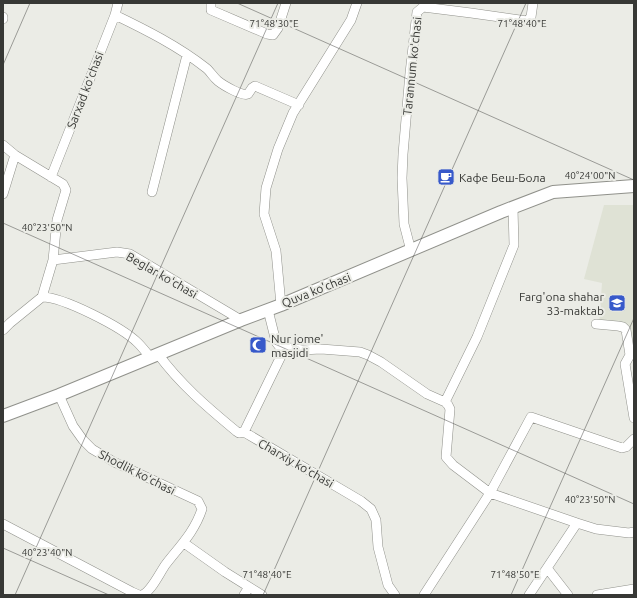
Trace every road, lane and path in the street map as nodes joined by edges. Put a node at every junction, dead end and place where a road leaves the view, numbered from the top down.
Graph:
1 (118, 3) edge
2 (211, 3) edge
3 (286, 3) edge
4 (357, 3) edge
5 (533, 3) edge
6 (115, 15) junction
7 (187, 55) junction
8 (299, 105) junction
9 (3, 145) edge
10 (15, 155) junction
11 (51, 177) junction
12 (634, 186) edge
13 (152, 192) dead end
14 (3, 194) edge
15 (513, 208) junction
16 (411, 251) junction
17 (53, 260) junction
18 (42, 297) junction
19 (281, 305) junction
20 (268, 310) junction
21 (241, 320) junction
22 (596, 324) dead end
23 (3, 330) edge
24 (285, 348) junction
25 (154, 356) junction
26 (59, 395) junction
27 (445, 402) junction
28 (3, 416) edge
29 (634, 418) edge
30 (244, 432) junction
31 (634, 439) edge
32 (490, 493) junction
33 (577, 523) junction
34 (3, 524) edge
35 (634, 532) edge
36 (184, 543) junction
37 (547, 568) junction
38 (249, 587) junction
39 (634, 589) edge
40 (140, 595) edge
41 (244, 595) edge
42 (262, 595) edge
43 (395, 595) edge
44 (424, 595) edge
45 (529, 595) edge
46 (568, 595) edge
47 (597, 595) edge

1 - 6 street, Sarxad koʻchasi
2 - 3 street
4 - 8 street
5 - 16 street, Tarannum koʻchasi
6 - 7 street
6 - 11 street, Sarxad koʻchasi
7 - 8 street
7 - 13 street
8 - 19 street
9 - 10 street
10 - 11 street
10 - 14 street
11 - 17 street
12 - 15 main road, Quva ko'chasi
15 - 16 main road, Quva ko'chasi
15 - 27 street
16 - 19 main road, Quva ko'chasi
17 - 18 street
17 - 21 street, Beglar koʻchasi
18 - 23 street
18 - 25 street, Charxiy koʻchasi
19 - 20 main road, Quva ko'chasi
20 - 21 main road, Quva ko'chasi
20 - 24 street
21 - 25 main road, Quva ko'chasi
22 - 29 street
24 - 27 street
24 - 30 street
25 - 26 main road, Quva ko'chasi
25 - 30 street, Charxiy koʻchasi
26 - 28 main road, Quva ko'chasi
26 - 36 street, Shodlik koʻchasi
27 - 32 street
30 - 43 street, Charxiy koʻchasi
31 - 32 street
32 - 33 street
32 - 44 street
33 - 35 street
33 - 37 street
34 - 40 street, Shodlik koʻchasi
36 - 38 street
36 - 40 street, Shodlik koʻchasi
37 - 45 street
37 - 46 street
38 - 41 street
38 - 42 street
39 - 47 street

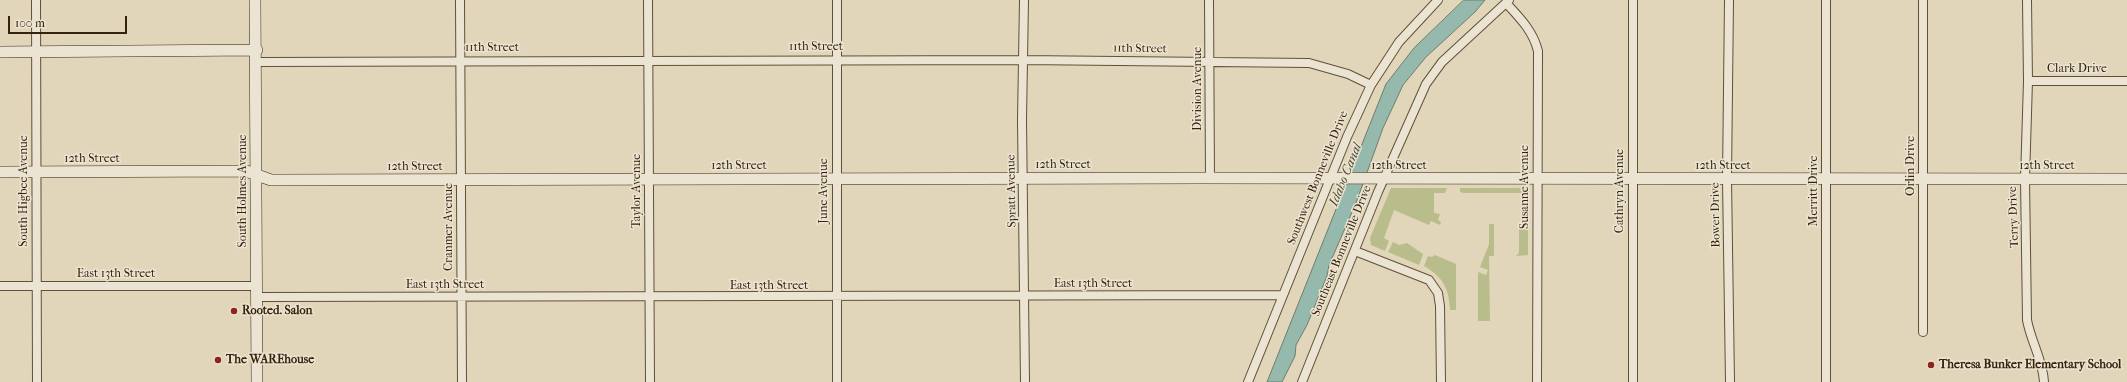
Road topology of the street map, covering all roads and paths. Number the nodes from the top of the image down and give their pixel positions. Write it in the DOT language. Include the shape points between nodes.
graph roads {
  1 [pos="36,0"];
  2 [pos="256,0"];
  3 [pos="460,0"];
  4 [pos="648,0"];
  5 [pos="837,0"];
  6 [pos="1024,0"];
  7 [pos="1210,0"];
  8 [pos="1438,0"];
  9 [pos="1633,0"];
  10 [pos="1729,0"];
  11 [pos="1826,0"];
  12 [pos="1923,0"];
  13 [pos="2027,0"];
  14 [pos="1508,2"];
  15 [pos="257,50"];
  16 [pos="0,52"];
  17 [pos="35,52"];
  18 [pos="648,60"];
  19 [pos="836,60"];
  20 [pos="1023,60"];
  21 [pos="461,61"];
  22 [pos="257,62"];
  23 [pos="1210,63"];
  24 [pos="2028,81"];
  25 [pos="2127,81"];
  26 [pos="1371,85"];
  27 [pos="0,172"];
  28 [pos="36,172"];
  29 [pos="257,175"];
  30 [pos="1210,178"];
  31 [pos="1330,178"];
  32 [pos="650,179"];
  33 [pos="837,179"];
  34 [pos="1024,179"];
  35 [pos="1384,179"];
  36 [pos="1537,179"];
  37 [pos="1632,179"];
  38 [pos="1727,179"];
  39 [pos="1825,179"];
  40 [pos="1923,179"];
  41 [pos="2025,179"];
  42 [pos="2127,179"];
  43 [pos="461,180"];
  44 [pos="1355,251"];
  45 [pos="0,286"];
  46 [pos="37,286"];
  47 [pos="256,292"];
  48 [pos="461,296"];
  49 [pos="1024,296"];
  50 [pos="1282,296"];
  51 [pos="649,298"];
  52 [pos="836,298"];
  53 [pos="1923,332"];
  54 [pos="37,382"];
  55 [pos="257,382"];
  56 [pos="462,382"];
  57 [pos="650,382"];
  58 [pos="837,382"];
  59 [pos="1025,382"];
  60 [pos="1248,382"];
  61 [pos="1302,382"];
  62 [pos="1442,382"];
  63 [pos="1537,382"];
  64 [pos="1633,382"];
  65 [pos="1730,382"];
  66 [pos="1826,382"];
  67 [pos="2044,382"];
  1 -- 17 [label="street, South Higbee Avenue"];
  2 -- 15 [label="street, South Holmes Avenue"];
  3 -- 21 [label="street, Cranmer Avenue"];
  4 -- 18 [label="street, Taylor Avenue"];
  5 -- 19 [label="street, June Avenue"];
  6 -- 20 [label="street, Spratt Avenue"];
  7 -- 23 [label="street, Division Avenue"];
  8 -- 26 [label="street, Southwest Bonneville Drive" via="1399,42"];
  9 -- 37 [label="street, Cathryn Avenue"];
  10 -- 38 [label="street, Bower Drive"];
  11 -- 39 [label="street, Merritt Drive"];
  12 -- 40 [label="street, Orlin Drive"];
  13 -- 24 [label="street, Terry Drive"];
  14 -- 35 [label="street, Southeast Bonneville Drive" via="1472,32 1433,73 1414,108"];
  14 -- 36 [label="street, Susanne Avenue" via="1526,25 1538,51"];
  15 -- 17 [label="street"];
  15 -- 22 [label="street, South Holmes Avenue"];
  16 -- 17 [label="street"];
  17 -- 28 [label="street, South Higbee Avenue"];
  18 -- 19 [label="street, 11th Street"];
  18 -- 21 [label="street, 11th Street"];
  18 -- 32 [label="street, Taylor Avenue"];
  19 -- 20 [label="street, 11th Street"];
  19 -- 33 [label="street, June Avenue"];
  20 -- 23 [label="street, 11th Street"];
  20 -- 34 [label="street, Spratt Avenue"];
  21 -- 22 [label="street, 11th Street"];
  21 -- 43 [label="street, Cranmer Avenue"];
  22 -- 29 [label="street, South Holmes Avenue"];
  23 -- 26 [label="street, 11th Street" via="1309,63 1348,74"];
  23 -- 30 [label="street, Division Avenue"];
  24 -- 25 [label="street, Clark Drive"];
  24 -- 41 [label="street, Terry Drive"];
  26 -- 31 [label="street, Southwest Bonneville Drive"];
  27 -- 28 [label="street, 12th Street"];
  28 -- 29 [label="street, 12th Street" via="246,171"];
  28 -- 46 [label="street, South Higbee Avenue"];
  29 -- 43 [label="street, 12th Street" via="271,180"];
  29 -- 47 [label="street, South Holmes Avenue"];
  30 -- 31 [label="street, 12th Street"];
  30 -- 34 [label="street, 12th Street"];
  31 -- 35 [label="street, 12th Street"];
  31 -- 50 [label="street, Southwest Bonneville Drive"];
  32 -- 33 [label="street, 12th Street"];
  32 -- 43 [label="street, 12th Street"];
  32 -- 51 [label="street, Taylor Avenue"];
  33 -- 34 [label="street, 12th Street"];
  33 -- 52 [label="street, June Avenue"];
  34 -- 49 [label="street, Spratt Avenue"];
  35 -- 36 [label="street, 12th Street"];
  35 -- 44 [label="street, Southeast Bonneville Drive"];
  36 -- 37 [label="street, 12th Street"];
  36 -- 63 [label="street, Susanne Avenue"];
  37 -- 38 [label="street, 12th Street"];
  37 -- 64 [label="street, Cathryn Avenue"];
  38 -- 39 [label="street, 12th Street"];
  38 -- 65 [label="street, Bower Drive"];
  39 -- 40 [label="street, 12th Street"];
  39 -- 66 [label="street, Merritt Drive"];
  40 -- 41 [label="street, 12th Street"];
  40 -- 53 [label="street, Orlin Drive"];
  41 -- 42 [label="street, 12th Street"];
  41 -- 67 [label="street, Terry Drive" via="2027,320 2043,369"];
  43 -- 48 [label="street, Cranmer Avenue"];
  44 -- 61 [label="street, Southeast Bonneville Drive"];
  44 -- 62 [label="street" via="1429,280 1434,285 1440,306"];
  45 -- 46 [label="street, East 13th Street"];
  46 -- 47 [label="street, East 13th Street"];
  46 -- 54 [label="street, South Higbee Avenue"];
  47 -- 48 [label="street, East 13th Street"];
  47 -- 55 [label="street, South Holmes Avenue"];
  48 -- 51 [label="street, East 13th Street"];
  48 -- 56 [label="street, Cranmer Avenue"];
  49 -- 50 [label="street, East 13th Street"];
  49 -- 52 [label="street, East 13th Street"];
  49 -- 59 [label="street, Spratt Avenue"];
  50 -- 60 [label="street, Southwest Bonneville Drive"];
  51 -- 52 [label="street, East 13th Street"];
  51 -- 57 [label="street, Taylor Avenue"];
  52 -- 58 [label="street, June Avenue"];
}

### Requirement
Reproduce each line in the listing above that mentions the string "Southwest".

### Answer to this task
  8 -- 26 [label="street, Southwest Bonneville Drive" via="1399,42"];
  26 -- 31 [label="street, Southwest Bonneville Drive"];
  31 -- 50 [label="street, Southwest Bonneville Drive"];
  50 -- 60 [label="street, Southwest Bonneville Drive"];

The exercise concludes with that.